Start of Block

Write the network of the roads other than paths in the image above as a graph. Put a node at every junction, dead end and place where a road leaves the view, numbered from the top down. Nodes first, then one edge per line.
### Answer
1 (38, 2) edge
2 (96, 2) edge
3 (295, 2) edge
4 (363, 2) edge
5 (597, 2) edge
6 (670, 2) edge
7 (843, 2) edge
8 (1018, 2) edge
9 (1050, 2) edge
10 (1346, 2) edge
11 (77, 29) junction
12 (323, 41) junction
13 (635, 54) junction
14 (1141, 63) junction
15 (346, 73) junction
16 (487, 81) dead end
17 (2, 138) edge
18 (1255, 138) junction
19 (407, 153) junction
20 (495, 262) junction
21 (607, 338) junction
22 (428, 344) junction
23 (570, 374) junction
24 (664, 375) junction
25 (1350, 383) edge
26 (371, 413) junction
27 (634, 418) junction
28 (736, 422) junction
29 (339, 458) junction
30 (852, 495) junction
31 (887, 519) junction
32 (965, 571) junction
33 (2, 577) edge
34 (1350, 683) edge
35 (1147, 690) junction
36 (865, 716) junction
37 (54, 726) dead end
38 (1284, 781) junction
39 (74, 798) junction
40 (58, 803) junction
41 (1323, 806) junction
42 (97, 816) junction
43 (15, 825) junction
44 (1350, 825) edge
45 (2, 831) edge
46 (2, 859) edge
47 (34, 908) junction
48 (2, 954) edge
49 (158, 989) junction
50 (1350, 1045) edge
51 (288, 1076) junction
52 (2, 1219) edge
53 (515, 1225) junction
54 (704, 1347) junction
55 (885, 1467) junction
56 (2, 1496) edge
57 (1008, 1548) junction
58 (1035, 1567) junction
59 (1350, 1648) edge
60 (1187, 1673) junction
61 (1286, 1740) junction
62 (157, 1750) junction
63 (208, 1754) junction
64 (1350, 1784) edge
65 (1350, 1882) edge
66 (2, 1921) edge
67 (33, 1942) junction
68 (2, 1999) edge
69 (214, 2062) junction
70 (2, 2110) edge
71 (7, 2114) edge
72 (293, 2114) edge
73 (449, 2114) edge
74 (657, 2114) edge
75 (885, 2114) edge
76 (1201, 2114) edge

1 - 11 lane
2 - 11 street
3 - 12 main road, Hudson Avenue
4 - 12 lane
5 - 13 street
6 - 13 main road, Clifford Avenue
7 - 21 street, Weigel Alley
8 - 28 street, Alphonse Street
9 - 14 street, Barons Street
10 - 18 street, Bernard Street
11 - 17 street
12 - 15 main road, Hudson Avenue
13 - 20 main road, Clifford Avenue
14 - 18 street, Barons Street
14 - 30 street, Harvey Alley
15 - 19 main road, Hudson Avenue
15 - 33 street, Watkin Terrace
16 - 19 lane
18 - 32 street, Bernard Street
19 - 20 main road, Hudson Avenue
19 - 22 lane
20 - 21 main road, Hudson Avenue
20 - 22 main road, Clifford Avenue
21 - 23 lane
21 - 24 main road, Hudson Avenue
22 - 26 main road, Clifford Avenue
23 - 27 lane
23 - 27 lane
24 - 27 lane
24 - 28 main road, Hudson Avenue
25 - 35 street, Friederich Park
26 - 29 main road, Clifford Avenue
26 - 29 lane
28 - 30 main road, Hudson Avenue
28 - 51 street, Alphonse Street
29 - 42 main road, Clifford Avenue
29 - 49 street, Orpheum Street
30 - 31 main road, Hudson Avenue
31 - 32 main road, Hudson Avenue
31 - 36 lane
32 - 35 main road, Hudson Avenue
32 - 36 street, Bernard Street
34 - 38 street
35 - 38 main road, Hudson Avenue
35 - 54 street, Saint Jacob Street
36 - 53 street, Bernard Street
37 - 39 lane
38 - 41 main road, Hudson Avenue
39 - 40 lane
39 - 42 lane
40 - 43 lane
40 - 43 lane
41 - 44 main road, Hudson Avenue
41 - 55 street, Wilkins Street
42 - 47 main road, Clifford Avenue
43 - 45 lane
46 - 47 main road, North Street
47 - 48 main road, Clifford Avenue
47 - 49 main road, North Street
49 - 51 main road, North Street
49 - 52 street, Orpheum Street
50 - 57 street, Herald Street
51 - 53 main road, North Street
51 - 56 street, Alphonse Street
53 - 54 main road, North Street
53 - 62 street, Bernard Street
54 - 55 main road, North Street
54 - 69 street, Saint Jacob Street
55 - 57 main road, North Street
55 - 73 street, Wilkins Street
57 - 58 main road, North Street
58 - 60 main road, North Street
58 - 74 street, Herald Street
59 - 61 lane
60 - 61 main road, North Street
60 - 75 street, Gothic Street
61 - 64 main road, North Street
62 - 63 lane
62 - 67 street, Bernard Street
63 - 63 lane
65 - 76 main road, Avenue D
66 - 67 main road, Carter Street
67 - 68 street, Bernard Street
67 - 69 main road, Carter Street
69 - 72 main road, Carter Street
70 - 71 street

End of Block

WHAT THIS TASK INVOLVES: Give back all the material, with each line exactly as it stands.

SOLUTION TO THIS EXERCISE:
Write the network of the roads other than paths in the image above as a graph. Put a node at every junction, dead end and place where a road leaves the view, numbered from the top down. Nodes first, then one edge per line.
### Answer
1 (38, 2) edge
2 (96, 2) edge
3 (295, 2) edge
4 (363, 2) edge
5 (597, 2) edge
6 (670, 2) edge
7 (843, 2) edge
8 (1018, 2) edge
9 (1050, 2) edge
10 (1346, 2) edge
11 (77, 29) junction
12 (323, 41) junction
13 (635, 54) junction
14 (1141, 63) junction
15 (346, 73) junction
16 (487, 81) dead end
17 (2, 138) edge
18 (1255, 138) junction
19 (407, 153) junction
20 (495, 262) junction
21 (607, 338) junction
22 (428, 344) junction
23 (570, 374) junction
24 (664, 375) junction
25 (1350, 383) edge
26 (371, 413) junction
27 (634, 418) junction
28 (736, 422) junction
29 (339, 458) junction
30 (852, 495) junction
31 (887, 519) junction
32 (965, 571) junction
33 (2, 577) edge
34 (1350, 683) edge
35 (1147, 690) junction
36 (865, 716) junction
37 (54, 726) dead end
38 (1284, 781) junction
39 (74, 798) junction
40 (58, 803) junction
41 (1323, 806) junction
42 (97, 816) junction
43 (15, 825) junction
44 (1350, 825) edge
45 (2, 831) edge
46 (2, 859) edge
47 (34, 908) junction
48 (2, 954) edge
49 (158, 989) junction
50 (1350, 1045) edge
51 (288, 1076) junction
52 (2, 1219) edge
53 (515, 1225) junction
54 (704, 1347) junction
55 (885, 1467) junction
56 (2, 1496) edge
57 (1008, 1548) junction
58 (1035, 1567) junction
59 (1350, 1648) edge
60 (1187, 1673) junction
61 (1286, 1740) junction
62 (157, 1750) junction
63 (208, 1754) junction
64 (1350, 1784) edge
65 (1350, 1882) edge
66 (2, 1921) edge
67 (33, 1942) junction
68 (2, 1999) edge
69 (214, 2062) junction
70 (2, 2110) edge
71 (7, 2114) edge
72 (293, 2114) edge
73 (449, 2114) edge
74 (657, 2114) edge
75 (885, 2114) edge
76 (1201, 2114) edge

1 - 11 lane
2 - 11 street
3 - 12 main road, Hudson Avenue
4 - 12 lane
5 - 13 street
6 - 13 main road, Clifford Avenue
7 - 21 street, Weigel Alley
8 - 28 street, Alphonse Street
9 - 14 street, Barons Street
10 - 18 street, Bernard Street
11 - 17 street
12 - 15 main road, Hudson Avenue
13 - 20 main road, Clifford Avenue
14 - 18 street, Barons Street
14 - 30 street, Harvey Alley
15 - 19 main road, Hudson Avenue
15 - 33 street, Watkin Terrace
16 - 19 lane
18 - 32 street, Bernard Street
19 - 20 main road, Hudson Avenue
19 - 22 lane
20 - 21 main road, Hudson Avenue
20 - 22 main road, Clifford Avenue
21 - 23 lane
21 - 24 main road, Hudson Avenue
22 - 26 main road, Clifford Avenue
23 - 27 lane
23 - 27 lane
24 - 27 lane
24 - 28 main road, Hudson Avenue
25 - 35 street, Friederich Park
26 - 29 main road, Clifford Avenue
26 - 29 lane
28 - 30 main road, Hudson Avenue
28 - 51 street, Alphonse Street
29 - 42 main road, Clifford Avenue
29 - 49 street, Orpheum Street
30 - 31 main road, Hudson Avenue
31 - 32 main road, Hudson Avenue
31 - 36 lane
32 - 35 main road, Hudson Avenue
32 - 36 street, Bernard Street
34 - 38 street
35 - 38 main road, Hudson Avenue
35 - 54 street, Saint Jacob Street
36 - 53 street, Bernard Street
37 - 39 lane
38 - 41 main road, Hudson Avenue
39 - 40 lane
39 - 42 lane
40 - 43 lane
40 - 43 lane
41 - 44 main road, Hudson Avenue
41 - 55 street, Wilkins Street
42 - 47 main road, Clifford Avenue
43 - 45 lane
46 - 47 main road, North Street
47 - 48 main road, Clifford Avenue
47 - 49 main road, North Street
49 - 51 main road, North Street
49 - 52 street, Orpheum Street
50 - 57 street, Herald Street
51 - 53 main road, North Street
51 - 56 street, Alphonse Street
53 - 54 main road, North Street
53 - 62 street, Bernard Street
54 - 55 main road, North Street
54 - 69 street, Saint Jacob Street
55 - 57 main road, North Street
55 - 73 street, Wilkins Street
57 - 58 main road, North Street
58 - 60 main road, North Street
58 - 74 street, Herald Street
59 - 61 lane
60 - 61 main road, North Street
60 - 75 street, Gothic Street
61 - 64 main road, North Street
62 - 63 lane
62 - 67 street, Bernard Street
63 - 63 lane
65 - 76 main road, Avenue D
66 - 67 main road, Carter Street
67 - 68 street, Bernard Street
67 - 69 main road, Carter Street
69 - 72 main road, Carter Street
70 - 71 street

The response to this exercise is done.